As in 2019, opponents of the rezone and subsequent development pointed to the proximity of the property to the airport, raising safety concerns as well as worries that it might imperil the airport itself — which speakers at the meeting and after underscored provides about 400 jobs and upwards of $50 million in revenue per year.

“The line that we kept hearing was the airport provides 400 jobs and tens of millions of dollars … If we jeopardize that with higher density it’s a threat to the economic strength of the community,” Welker said.

Commission member Forrest Schuck — a pilot, Realtor and whose brother, David Schuck, serves as airport manager — expressed the most robust opposition to the CUP. Reached by phone Nov. 17, Schuck said, “It’s never a good idea to have high density around an airport.”

He said the 2019 rezone of the property in question was “really stupid,” as it opened the way for high-density development within the safety areas around the airport, as well as putting in jeopardy the airport’s ability to secure grant funding.

He called the move “inappropriate zoning” and cited bodies such as the Federal Aviation Administration’s stance of “strongly oppos[ing] any residential around airports,” which among other entities shy away from giving funding to facilities that may pose an especial hazard to their surroundings.

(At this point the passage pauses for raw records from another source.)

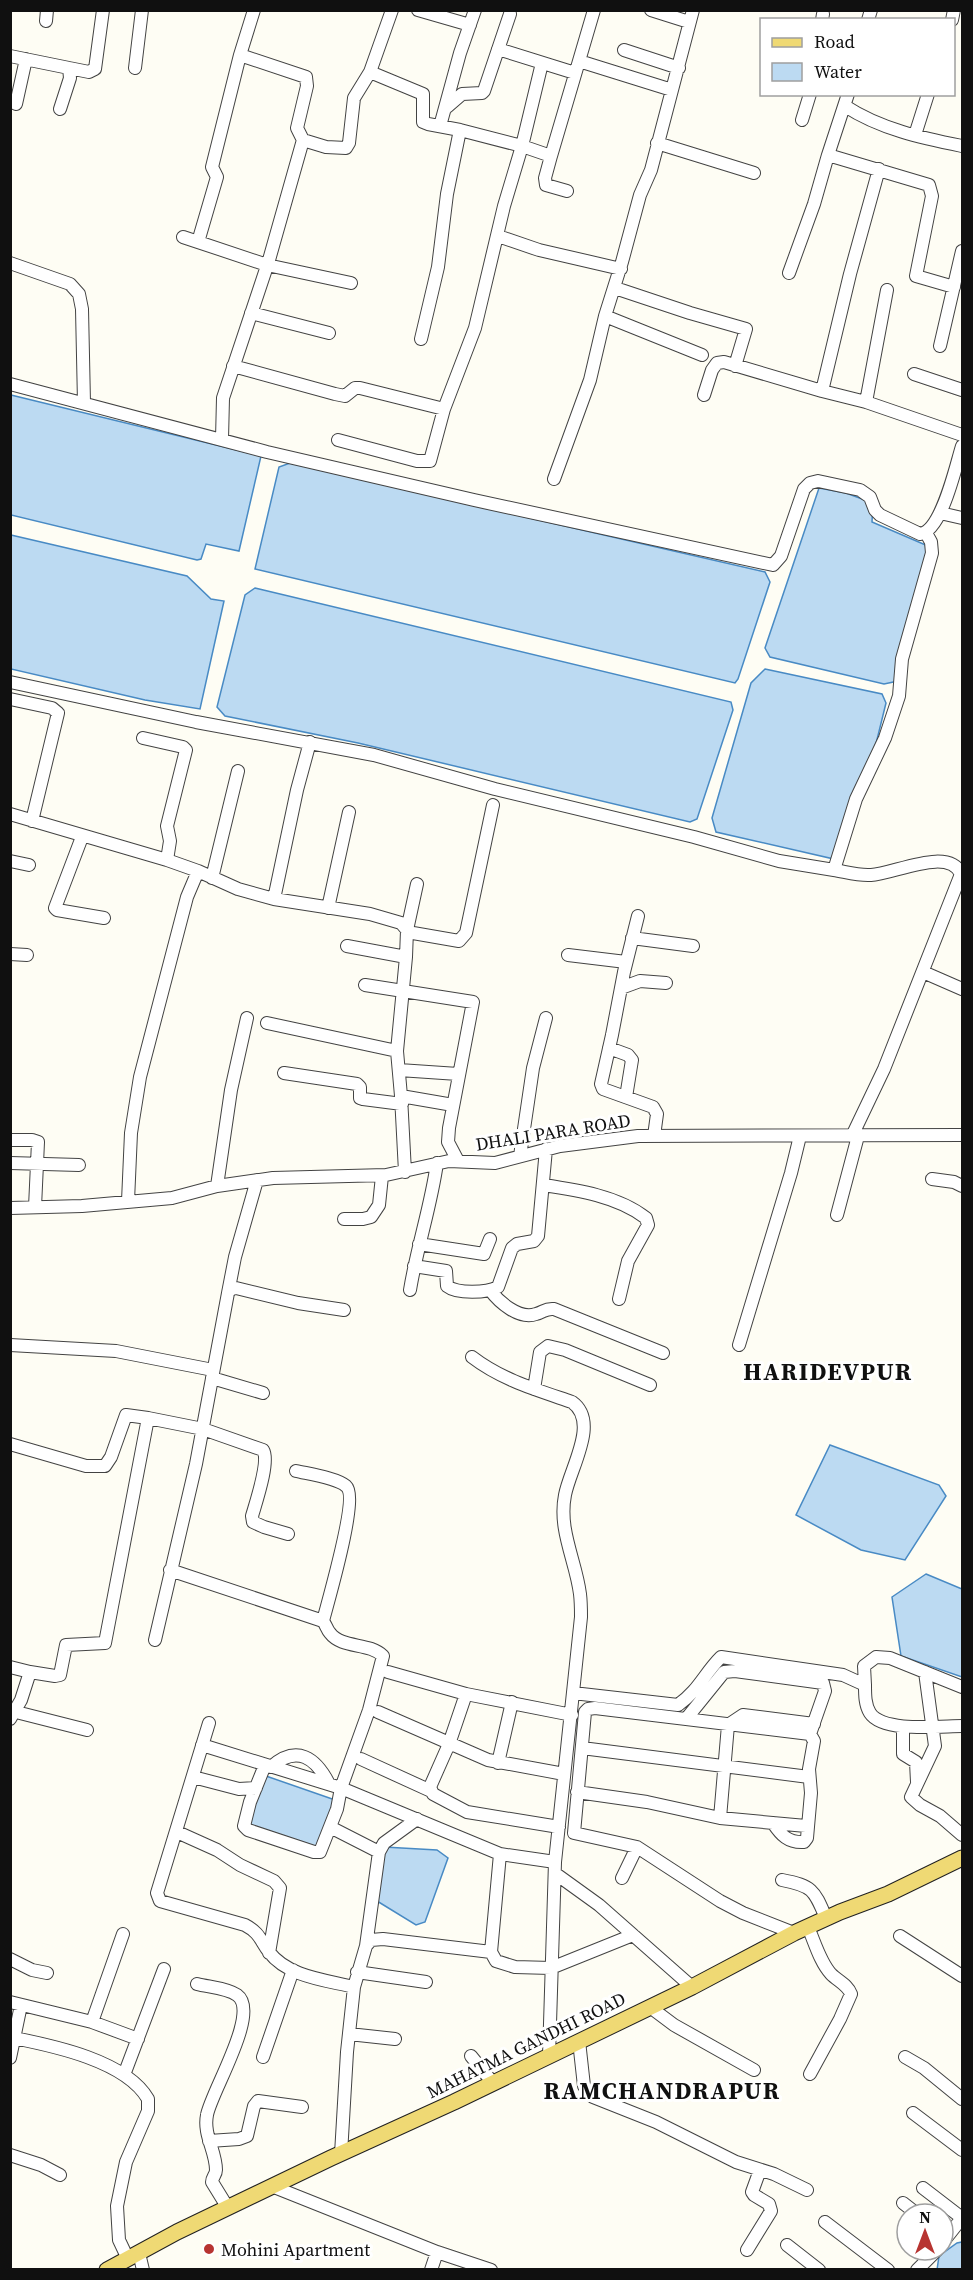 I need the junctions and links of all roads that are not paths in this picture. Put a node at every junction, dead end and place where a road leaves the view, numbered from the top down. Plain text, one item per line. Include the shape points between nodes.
1 (103, 10) edge
2 (142, 10) edge
3 (254, 10) edge
4 (392, 10) edge
5 (418, 10) edge
6 (475, 10) edge
7 (594, 10) edge
8 (651, 10) edge
9 (510, 14) dead end
10 (691, 16) edge
11 (470, 25) junction
12 (498, 49) junction
13 (624, 50) dead end
14 (240, 55) junction
15 (10, 56) edge
16 (26, 59) junction
17 (542, 63) junction
18 (577, 67) junction
19 (69, 68) junction
20 (135, 68) dead end
21 (679, 68) junction
22 (370, 72) junction
23 (672, 90) junction
24 (809, 96) edge
25 (927, 96) edge
26 (846, 100) edge
27 (16, 104) dead end
28 (447, 107) junction
29 (60, 109) dead end
30 (802, 120) dead end
31 (440, 126) junction
32 (460, 130) junction
33 (915, 135) junction
34 (303, 140) junction
35 (657, 143) junction
36 (522, 146) junction
37 (963, 146) edge
38 (828, 155) junction
39 (550, 156) junction
40 (879, 169) junction
41 (754, 173) dead end
42 (567, 191) dead end
43 (498, 236) junction
44 (183, 237) dead end
45 (198, 242) junction
46 (963, 251) edge
47 (10, 263) edge
48 (267, 265) junction
49 (621, 268) junction
50 (789, 273) dead end
51 (351, 282) dead end
52 (954, 287) junction
53 (615, 288) junction
54 (886, 290) dead end
55 (251, 313) junction
56 (605, 316) junction
57 (329, 333) dead end
58 (421, 339) dead end
59 (940, 346) dead end
60 (702, 355) dead end
61 (233, 366) junction
62 (735, 366) junction
63 (914, 374) dead end
64 (10, 384) edge
65 (963, 390) edge
66 (822, 391) junction
67 (704, 395) dead end
68 (866, 402) junction
69 (84, 403) junction
70 (444, 409) junction
71 (963, 435) edge
72 (222, 439) junction
73 (339, 440) dead end
74 (962, 448) edge
75 (554, 479) dead end
76 (940, 513) junction
77 (963, 518) edge
78 (926, 533) junction
79 (10, 682) edge
80 (10, 699) edge
81 (143, 738) dead end
82 (310, 742) junction
83 (238, 771) dead end
84 (494, 805) dead end
85 (349, 812) dead end
86 (10, 814) edge
87 (32, 821) junction
88 (82, 837) junction
89 (167, 860) junction
90 (10, 861) edge
91 (29, 865) dead end
92 (834, 870) junction
93 (198, 871) junction
94 (213, 878) junction
95 (417, 884) dead end
96 (274, 899) junction
97 (328, 908) junction
98 (638, 916) dead end
99 (104, 918) dead end
100 (406, 930) junction
101 (632, 938) junction
102 (347, 946) dead end
103 (693, 946) dead end
104 (10, 954) edge
105 (568, 955) dead end
106 (27, 956) dead end
107 (406, 957) junction
108 (626, 962) junction
109 (923, 972) junction
110 (666, 983) dead end
111 (365, 985) dead end
112 (621, 988) junction
113 (963, 989) edge
114 (403, 990) junction
115 (247, 1018) dead end
116 (546, 1018) dead end
117 (267, 1023) dead end
118 (609, 1048) junction
119 (397, 1051) junction
120 (399, 1070) junction
121 (284, 1072) dead end
122 (458, 1074) junction
123 (626, 1097) junction
124 (402, 1100) junction
125 (453, 1105) junction
126 (963, 1135) edge
127 (654, 1136) junction
128 (800, 1136) junction
129 (855, 1136) junction
130 (10, 1140) edge
131 (546, 1149) junction
132 (520, 1156) junction
133 (458, 1161) junction
134 (10, 1163) edge
135 (436, 1163) junction
136 (38, 1164) junction
137 (79, 1165) dead end
138 (405, 1172) junction
139 (382, 1176) junction
140 (932, 1179) dead end
141 (257, 1180) junction
142 (543, 1185) junction
143 (217, 1186) junction
144 (963, 1186) edge
145 (128, 1202) junction
146 (35, 1207) junction
147 (10, 1208) edge
148 (837, 1215) dead end
149 (344, 1219) dead end
150 (490, 1239) dead end
151 (419, 1244) junction
152 (414, 1266) junction
153 (410, 1290) dead end
154 (490, 1290) junction
155 (228, 1293) junction
156 (619, 1299) dead end
157 (344, 1310) dead end
158 (10, 1345) edge
159 (738, 1345) dead end
160 (663, 1353) dead end
161 (472, 1357) dead end
162 (213, 1374) junction
163 (650, 1385) dead end
164 (534, 1389) junction
165 (264, 1393) dead end
166 (148, 1418) junction
167 (203, 1429) junction
168 (10, 1444) edge
169 (297, 1472) dead end
170 (288, 1534) dead end
171 (170, 1570) junction
172 (322, 1621) junction
173 (155, 1640) dead end
174 (10, 1667) edge
175 (30, 1672) junction
176 (388, 1672) dead end
177 (925, 1672) junction
178 (865, 1685) junction
179 (963, 1687) edge
180 (573, 1693) junction
181 (465, 1694) junction
182 (512, 1702) junction
183 (378, 1712) dead end
184 (572, 1715) junction
185 (13, 1716) edge
186 (686, 1719) junction
187 (209, 1723) dead end
188 (728, 1725) junction
189 (934, 1726) junction
190 (963, 1726) edge
191 (903, 1728) junction
192 (812, 1729) junction
193 (87, 1730) dead end
194 (449, 1744) junction
195 (202, 1745) junction
196 (582, 1748) junction
197 (361, 1759) dead end
198 (498, 1763) junction
199 (268, 1766) junction
200 (724, 1767) junction
201 (564, 1774) junction
202 (193, 1777) junction
203 (809, 1777) junction
204 (917, 1782) junction
205 (335, 1786) junction
206 (256, 1788) junction
207 (431, 1791) junction
208 (578, 1792) junction
209 (720, 1818) junction
210 (417, 1819) junction
211 (330, 1827) junction
212 (559, 1827) junction
213 (177, 1832) junction
214 (963, 1835) edge
215 (637, 1847) junction
216 (379, 1852) junction
217 (500, 1854) junction
218 (963, 1858) edge
219 (555, 1868) junction
220 (622, 1878) dead end
221 (782, 1880) dead end
222 (826, 1918) junction
223 (808, 1927) junction
224 (794, 1933) junction
225 (123, 1934) dead end
226 (633, 1935) junction
227 (900, 1936) dead end
228 (366, 1946) junction
229 (491, 1952) junction
230 (269, 1953) junction
231 (10, 1959) edge
232 (550, 1968) junction
233 (164, 1969) dead end
234 (293, 1970) junction
235 (357, 1972) junction
236 (47, 1974) dead end
237 (963, 1976) edge
238 (426, 1982) dead end
239 (197, 1984) dead end
240 (354, 1987) junction
241 (692, 1987) junction
242 (16, 2003) edge
243 (650, 2007) junction
244 (92, 2022) junction
245 (349, 2034) junction
246 (14, 2038) junction
247 (138, 2039) junction
248 (395, 2039) dead end
249 (579, 2041) junction
250 (471, 2056) dead end
251 (549, 2056) junction
252 (263, 2057) dead end
253 (905, 2057) dead end
254 (10, 2058) edge
255 (754, 2070) dead end
256 (810, 2074) dead end
257 (124, 2075) junction
258 (494, 2083) junction
259 (963, 2099) edge
260 (302, 2107) dead end
261 (913, 2113) dead end
262 (209, 2141) junction
263 (963, 2150) edge
264 (341, 2154) junction
265 (10, 2155) edge
266 (760, 2170) junction
267 (60, 2175) dead end
268 (274, 2187) junction
269 (923, 2188) dead end
270 (807, 2190) dead end
271 (228, 2208) junction
272 (962, 2218) edge
273 (825, 2223) dead end
274 (787, 2245) dead end
275 (747, 2250) dead end
276 (437, 2252) junction
277 (134, 2256) junction
278 (107, 2270) edge
279 (143, 2270) edge
280 (431, 2270) edge
281 (491, 2270) edge
282 (819, 2270) edge
283 (888, 2270) edge

1 - 19 street via 95,69 89,72
2 - 20 street
3 - 14 street
4 - 22 street
5 - 11 street
6 - 11 street
7 - 18 street
8 - 10 street
9 - 12 street
10 - 21 street
11 - 28 street
12 - 17 street
12 - 28 street via 483,92 462,94
13 - 21 street
14 - 34 street via 306,77 297,128
14 - 45 street via 212,167 217,177
15 - 16 street
16 - 19 street
16 - 27 street
17 - 18 street
17 - 36 street
18 - 23 street
18 - 39 street
19 - 29 street via 70,78
21 - 23 street
22 - 31 street via 423,94 423,122
22 - 34 street via 354,98 346,148
23 - 35 street
24 - 30 street
25 - 33 street
26 - 33 street via 885,126
26 - 38 street
28 - 31 street
31 - 32 street
32 - 36 street
32 - 58 street via 438,267
33 - 37 street
34 - 48 street
35 - 41 street
35 - 49 street
36 - 39 street
36 - 43 street
38 - 40 street
38 - 50 street
39 - 42 street via 546,185
40 - 52 street via 931,188 916,276
40 - 66 street
43 - 49 street via 539,250
43 - 70 street via 475,328
44 - 45 street
45 - 48 street
46 - 52 street
47 - 69 street via 70,284 79,294
48 - 51 street
48 - 55 street
49 - 53 street
52 - 59 street
53 - 56 street
53 - 62 street via 746,329
54 - 68 street
55 - 57 street
55 - 61 street
56 - 60 street
56 - 75 street via 590,380
61 - 70 street via 335,394 345,396 360,388
61 - 72 street via 223,398
62 - 66 street
62 - 67 street via 717,363
63 - 65 street
64 - 69 street
66 - 68 street
68 - 71 street
69 - 72 street
70 - 73 street via 428,462
72 - 78 street via 474,500 772,565 781,556 804,489 818,481 860,490 886,519
74 - 76 street
76 - 77 street
76 - 78 street
78 - 92 street via 932,553 902,659 899,696 885,738 856,799
79 - 82 street
80 - 87 street via 52,708 58,713
81 - 89 street via 186,750 167,826 171,841
82 - 92 street via 374,755 779,861
82 - 96 street
83 - 94 street
84 - 100 street via 463,938 453,940
85 - 97 street
86 - 87 street
87 - 88 street
88 - 89 street
88 - 99 street via 55,908
89 - 93 street
90 - 91 street
92 - 109 street via 871,875 946,861 958,867 961,874
93 - 94 street
93 - 145 street via 187,897 140,1077 131,1133
94 - 96 street
95 - 100 street
96 - 97 street
97 - 100 street via 394,920
98 - 101 street
100 - 107 street
101 - 103 street
101 - 108 street
102 - 107 street
104 - 106 street
105 - 108 street
107 - 114 street
108 - 112 street
109 - 113 street
109 - 129 street
110 - 112 street via 640,981
111 - 114 street
112 - 118 street
114 - 119 street
114 - 122 street via 473,1002
115 - 143 street via 229,1100
116 - 132 street via 533,1068
117 - 119 street
118 - 123 street via 633,1060
118 - 123 street via 602,1087
119 - 120 street
120 - 122 street
120 - 124 street
121 - 124 street via 357,1084 363,1099
122 - 125 street
123 - 127 street via 656,1110
124 - 125 street
124 - 138 street
125 - 133 street via 448,1142
126 - 129 street, DHALI PARA ROAD
127 - 128 street, DHALI PARA ROAD
127 - 131 street, DHALI PARA ROAD via 607,1138
128 - 129 street, DHALI PARA ROAD
128 - 159 street
129 - 148 street
130 - 136 street via 38,1142
131 - 132 street, DHALI PARA ROAD
131 - 142 street
132 - 133 street, DHALI PARA ROAD via 495,1163
133 - 135 street, DHALI PARA ROAD
134 - 136 street
135 - 138 street, DHALI PARA ROAD
135 - 151 street
136 - 137 street
136 - 146 street
138 - 139 street, DHALI PARA ROAD
139 - 141 street, DHALI PARA ROAD
139 - 149 street via 379,1205 371,1217
140 - 144 street
141 - 143 street, DHALI PARA ROAD
141 - 155 street
142 - 154 street via 537,1240 514,1246 501,1282
142 - 156 street via 593,1194 646,1218 648,1224 628,1261
143 - 145 street, DHALI PARA ROAD via 172,1198
145 - 146 street, DHALI PARA ROAD
146 - 147 street, DHALI PARA ROAD
150 - 151 street via 484,1254
151 - 152 street
152 - 153 street
152 - 154 street via 444,1269 447,1286 453,1290
154 - 160 street via 503,1304 520,1312 533,1315 554,1309
155 - 157 street via 236,1288
155 - 162 street
158 - 162 street via 116,1351
161 - 164 street via 498,1374
162 - 165 street
162 - 167 street
163 - 164 street via 548,1346 540,1352
164 - 180 street via 572,1402 584,1414 584,1433 562,1510 580,1593
166 - 167 street
166 - 168 street via 126,1415 105,1466 87,1466
166 - 175 street via 105,1643 66,1645 60,1675
167 - 170 street via 263,1450 266,1464 252,1516 254,1522
167 - 171 street
169 - 172 street via 340,1482 350,1492 340,1555
171 - 172 street
171 - 173 street
172 - 205 street via 330,1634 340,1640 383,1656 369,1710
174 - 175 street
175 - 185 street
176 - 181 street
177 - 178 street via 890,1658 876,1657 864,1666
177 - 179 street
177 - 189 street
178 - 180 street via 843,1675 721,1658 693,1695 678,1705
178 - 191 street via 871,1715
180 - 184 street
181 - 182 street
181 - 194 street
182 - 184 street
182 - 198 street
183 - 194 street
184 - 201 street
185 - 193 street
186 - 188 street
186 - 192 street via 724,1672 735,1671 823,1683 825,1690
186 - 196 street via 592,1707 584,1716
187 - 195 street
188 - 192 street
188 - 200 street
189 - 190 street
189 - 191 street
189 - 204 street via 934,1752
191 - 204 street via 903,1754 916,1762
192 - 203 street
194 - 198 street
194 - 207 street
195 - 199 street
195 - 202 street
196 - 200 street
196 - 208 street
197 - 207 street
198 - 201 street
199 - 205 street
199 - 205 street via 284,1757 301,1756 317,1765
199 - 206 street
200 - 203 street
200 - 209 street
201 - 212 street
202 - 206 street via 239,1789
202 - 213 street
203 - 209 street via 811,1792 804,1842 788,1840 773,1823
204 - 214 street via 912,1800
205 - 210 street
205 - 211 street
206 - 211 street via 243,1823 248,1830 318,1852
207 - 212 street via 467,1812
208 - 209 street
208 - 215 street via 574,1833
210 - 216 street via 384,1843
210 - 217 street
211 - 216 street
212 - 219 street
213 - 230 street via 217,1850 280,1888
213 - 230 street via 157,1898 245,1925 255,1930
215 - 220 street
215 - 224 street via 720,1901
216 - 228 street
217 - 219 street
217 - 229 street
218 - 222 main road, MAHATMA GANDHI ROAD
219 - 226 street
219 - 232 street
221 - 222 street via 813,1892
222 - 223 main road, MAHATMA GANDHI ROAD
223 - 224 main road, MAHATMA GANDHI ROAD
223 - 256 street via 824,1963 851,1994
224 - 241 main road, MAHATMA GANDHI ROAD
225 - 244 street
226 - 232 street
226 - 241 street
227 - 237 street
228 - 229 street via 371,1940 383,1939
228 - 235 street
229 - 232 street via 496,1961 515,1967
230 - 234 street
231 - 236 street
232 - 251 street
233 - 247 street
234 - 240 street
234 - 252 street
235 - 238 street
235 - 240 street
239 - 262 street via 236,1994 244,2010 240,2033 207,2112
240 - 245 street
241 - 243 main road, MAHATMA GANDHI ROAD
242 - 244 street
242 - 246 street
243 - 249 main road, MAHATMA GANDHI ROAD
243 - 255 street
244 - 247 street
245 - 248 street
245 - 264 street
246 - 254 street
246 - 257 street via 62,2048
247 - 257 street
249 - 251 main road, MAHATMA GANDHI ROAD
249 - 266 street via 584,2086 592,2097
250 - 258 street
251 - 258 main road, MAHATMA GANDHI ROAD
253 - 259 street
257 - 277 street via 146,2094 149,2105 126,2162 117,2206 119,2240
258 - 264 main road, MAHATMA GANDHI ROAD
260 - 262 street via 258,2101 247,2136
261 - 263 street
262 - 271 street via 216,2169 212,2182
264 - 268 main road, MAHATMA GANDHI ROAD
265 - 267 street
266 - 270 street
266 - 275 street via 752,2192 769,2204 771,2211
268 - 271 main road, MAHATMA GANDHI ROAD
268 - 276 street
269 - 272 street
271 - 277 main road, MAHATMA GANDHI ROAD
273 - 283 street
274 - 282 street
276 - 280 street
276 - 281 street
277 - 278 main road, MAHATMA GANDHI ROAD
277 - 279 street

Welker told the Reader that the cow is already out of the barn when it comes to development around the airport, and the benefits outweigh the risks: “’It’s, like, a fifth of Sandpoint is in the ‘inner critical zone,’” he said, noting that Farmin-Stidwell Elementary is within the airport’s safety zone. 

That’s a fact of Sandpoint life, he suggested, underscoring that the Planning and Zoning Commission voted to include a couple of conditions on the CUP, requiring that all lease agreements in the future multi-family development include a fair use disclosure related to noise and air pollution.

“Renting an apartment there, they should expect noise, fumes, — anything that goes along with living next to an airport,” Welker said. “That’s just to provide some protection for the airport.”

Schuck told the Reader that the disclosure agreement was sound and fury amounting to very little, worrying that, “When you get a lot of people moving in around an airport it gets bad. … These complaints [about noise and pollution[ tend to turn into lawsuits,” he said. 

“They’re not compatible uses,” he said of residential and airport uses. 

“We do not appreciate our airport enough in Sandpoint,” Schuck said, adding that he’s all in for increased housing development, “just not here.”